一天七個雞蛋,這個消耗量實在是太大……她現在算是徹底歇了讓福團多吃雞蛋和紅糖水的心思。
年春花拍拍身上的衣服,出去上工。
一出去,她就碰到了白佳慧,白佳慧和三妮手牽著手,母女倆格外親昵。
這段時間,白佳慧和三妮日子越過越好,學校宿舍遮風擋雨,比年春花家的柴房好。兩人住在那里,也沒任何煩心事。
她們的面色越來越紅潤,尤其是白佳慧,看起來就像年輕好幾歲似的。
年春花這就受不住了,咬牙切齒的,和白佳慧、三妮擦身而過的瞬間,年春花罵她們:“沒有出息的人才連個家都沒得,跟叫花子一樣!”
白佳慧和三妮臉上沒有一點怒色。
今年白佳慧上了不少工,她和三妮兩人又吃不了什么,今年她倆肯定能余下錢。
等明年,她們就能修新房子了。
誰會因為年春花無的放矢而生氣呢?
白佳慧反而笑了一下,摸摸三妮的頭,對三妮道:“三妮,叫奶奶。”
雖然離了婚,但年春花還是三妮的奶奶,不管里子鬧得多僵,面子情白佳慧倒是愿意做。
楚楓也早給三妮做了思想工作,因此,三妮現在心里雖厭年春花,表面卻甜甜道:“奶奶!”

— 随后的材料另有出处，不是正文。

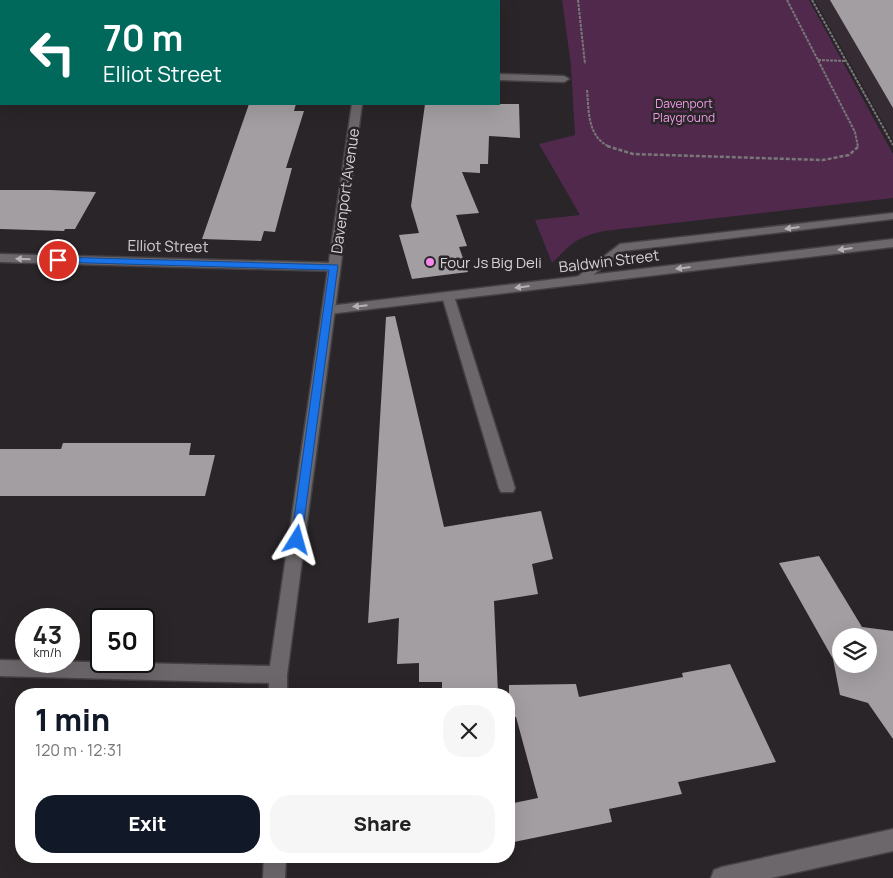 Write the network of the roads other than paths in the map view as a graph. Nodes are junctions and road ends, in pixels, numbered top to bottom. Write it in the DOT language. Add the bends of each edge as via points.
graph roads {
  1 [pos="500,77"];
  2 [pos="564,79"];
  3 [pos="357,105"];
  4 [pos="893,216"];
  5 [pos="893,243"];
  6 [pos="0,258"];
  7 [pos="334,267"];
  8 [pos="578,281"];
  9 [pos="448,296"];
  10 [pos="329,310"];
  11 [pos="507,488"];
  12 [pos="0,668"];
  13 [pos="278,675"];
  14 [pos="278,688"];
  15 [pos="893,840"];
  16 [pos="275,863"];
  17 [pos="274,878"];
  18 [pos="722,878"];
  1 -- 2 [label="street"];
  3 -- 7 [label="street, Davenport Avenue"];
  4 -- 8 [label="street, one-way" via="620,248"];
  5 -- 8 [label="street, Baldwin Street, one-way"];
  7 -- 6 [label="street, Elliot Street, one-way"];
  7 -- 10 [label="street, Davenport Avenue"];
  8 -- 9 [label="street, Baldwin Street, one-way"];
  9 -- 10 [label="street, Baldwin Street, one-way"];
  9 -- 11 [label="street"];
  10 -- 13 [label="street, Davenport Avenue"];
  12 -- 13 [label="street"];
  13 -- 14 [label="street, Davenport Avenue"];
  15 -- 18 [label="street"];
  16 -- 17 [label="street"];
}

年春花就沒有三妮、白佳慧這樣的隱忍智慧,她耍潑耍混過了頭,現在更是一口口水吐在地上:“我沒你這樣的孫女!”
“年春花!你還叫不叫人?”說這話的,卻是周芳。
周芳是楚老五的老婆,和年春花算是妯娌關系,一堆隊員正要去上工,剛好聽到年春花辱罵自己的孫女。
楚家人可聽不得這個。
楚老五直接對三妮招招手:“來五爺爺這兒。”他直接從兜里摸出一張毛票,給了三妮,“來,五爺爺給你的過年錢,你永遠是咱們楚家的孫女兒。”
鄉下人對宗族、血緣的看重,非常之重。
大家看到人白佳慧、三妮不計前嫌地和年春花打招呼,年春花這個沒腦子的反而罵她們,可不是生氣嗎?

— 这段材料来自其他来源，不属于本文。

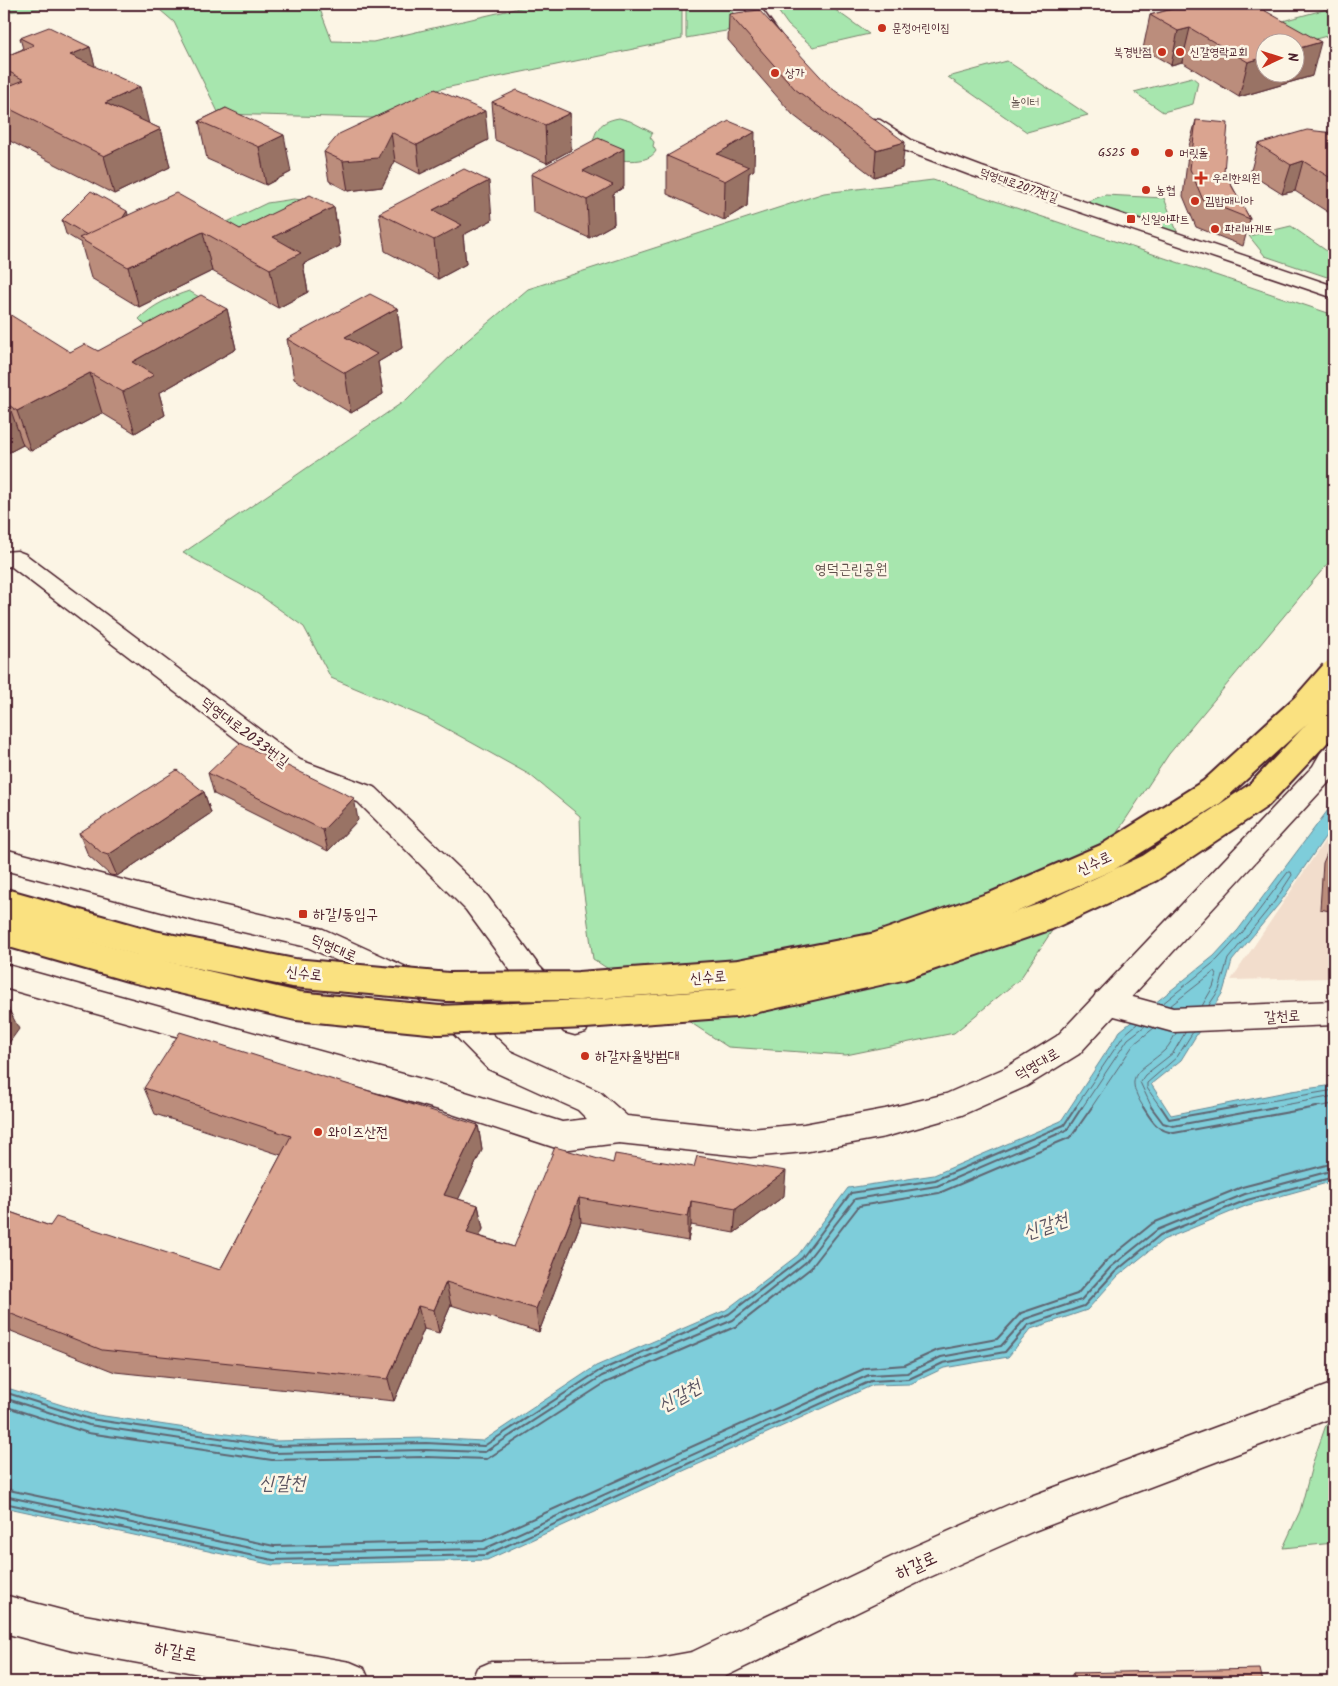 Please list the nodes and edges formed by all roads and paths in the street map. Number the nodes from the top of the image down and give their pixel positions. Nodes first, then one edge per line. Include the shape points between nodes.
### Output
1 (750, 4) edge
2 (785, 52) edge
3 (858, 115) edge
4 (1334, 292) edge
5 (4, 559) edge
6 (1334, 674) edge
7 (1334, 715) edge
8 (1334, 752) edge
9 (4, 860) edge
10 (4, 903) edge
11 (4, 932) edge
12 (4, 976) edge
13 (1107, 1002) junction
14 (1334, 1013) edge
15 (575, 1023) dead end
16 (619, 1129) junction
17 (1334, 1400) edge
18 (4, 1614) edge
19 (350, 1682) edge
20 (491, 1682) edge

1 - 2 street
3 - 4 street, 덕영대로2077번길 via 907,145 976,171
5 - 15 street, 덕영대로2033번길 via 17,559 291,767 367,795 476,902 529,974
6 - 10 main road, 신수로, bridge via 1306,706 1212,792 1108,857 997,906 877,947 739,974 579,986 448,986 293,974 153,945
7 - 11 main road, 신수로, bridge via 1259,795 1150,868 1047,916 901,966 736,1003 438,1020 298,1006 133,968
8 - 13 street, 덕영대로 via 1322,773
9 - 16 street, 덕영대로 via 200,912 313,937 427,989 499,1060 589,1101
12 - 16 street, 덕영대로 via 434,1095 562,1136
13 - 14 street, 갈천로 via 1173,1020
13 - 16 street, 덕영대로 via 1068,1045 1016,1077 951,1106 885,1123 804,1138 750,1143
17 - 20 street, 하갈로 via 1028,1515 916,1564 694,1671 648,1680
18 - 19 street, 하갈로 via 73,1632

只見過嫌棄自家人丁不豐的,沒見過嫌棄自家人丁興旺的。
這年春花,真是傻了、蠢了,被所謂的福氣熏憨了。
現在離過年還有幾個月呢,楚老五這話就是明顯安慰三妮。
三妮卻搖搖頭:“謝謝五爺爺,我不要。”
白佳慧也說:“五叔,過年錢就過年拿,現在拿錢給小孩子,沒有這個禮數。您的心意我們都懂。”
于是,懂事的白佳慧和三妮,再次把年春花比成了渣。
年春花真就不懂了,一個離婚帶孩子的女人,大家怎么都不看她的笑話?反而多包容她似的。
年春花想啊想,想出了癥結所在。
現在這段時間,自家確實發生了一些事,天天吵天天鬧。
人都是慕強凌弱的,別人以為她家弱,看著她家的笑話,可不就覺得白佳慧、楚楓這些人好?
但要是楚志平重新娶個媳婦,一家人把日子過得紅紅火火、熱熱鬧鬧的,那大家的看法就會變了。
大家就只會說:看,人家楚志平是男人,離了婚可以再找。可女人離了婚帶著女兒再嫁,像是什么話。
年春花想想那光景,就忍不住笑,她就是不想看到白佳慧陳容芳這樣的兒媳好過,也不想看到楚楓三妮這樣的孫女出息。
于是,她現在也不立刻趕去地里上工了,反而墊著腳跑去衛生站那邊。
衛生站那一片兒住著一些人家,其中一戶人家姓何,里邊兒有個酷愛做媒的何媒婆,因為她太愛做媒,促成好多姻緣,大家慢慢就叫她何媒婆。
連她的本名都忘記了。
年春花跑去何媒婆家里,何媒婆家人說何媒婆去衛生站輸液了。
于是年春花趕緊跑去衛生站,一到衛生站,年春花就拉下了嘴。
她看見了楚楓和楚深。
楚深正拿著一個本子,做魏元給他的數獨小游戲,鄉下這時根本不重視什么奧數、數獨,純屬是打發時間。
而楚楓則對藥有濃厚興趣,在幫著魏元分門別類曬中藥。
她把那些形狀各異的藥都曬在衛生站外面的小壩子里,下面攤著報紙隔著灰塵,魏元在里邊說:“小楓別太累了,一會兒來喝點葡萄糖。”
要說鄉下衛生站什么最好?那就是葡萄糖最好。
原本,葡萄糖是要錢的,可后面國家補貼農民,衛生站的葡萄糖就不要錢了。但是,這也不能亂喝,不能浪費。
楚楓和楚深這是第一次在衛生站喝葡萄糖。
他們幫衛生站干的活兒可遠遠超出一杯葡萄糖的價值。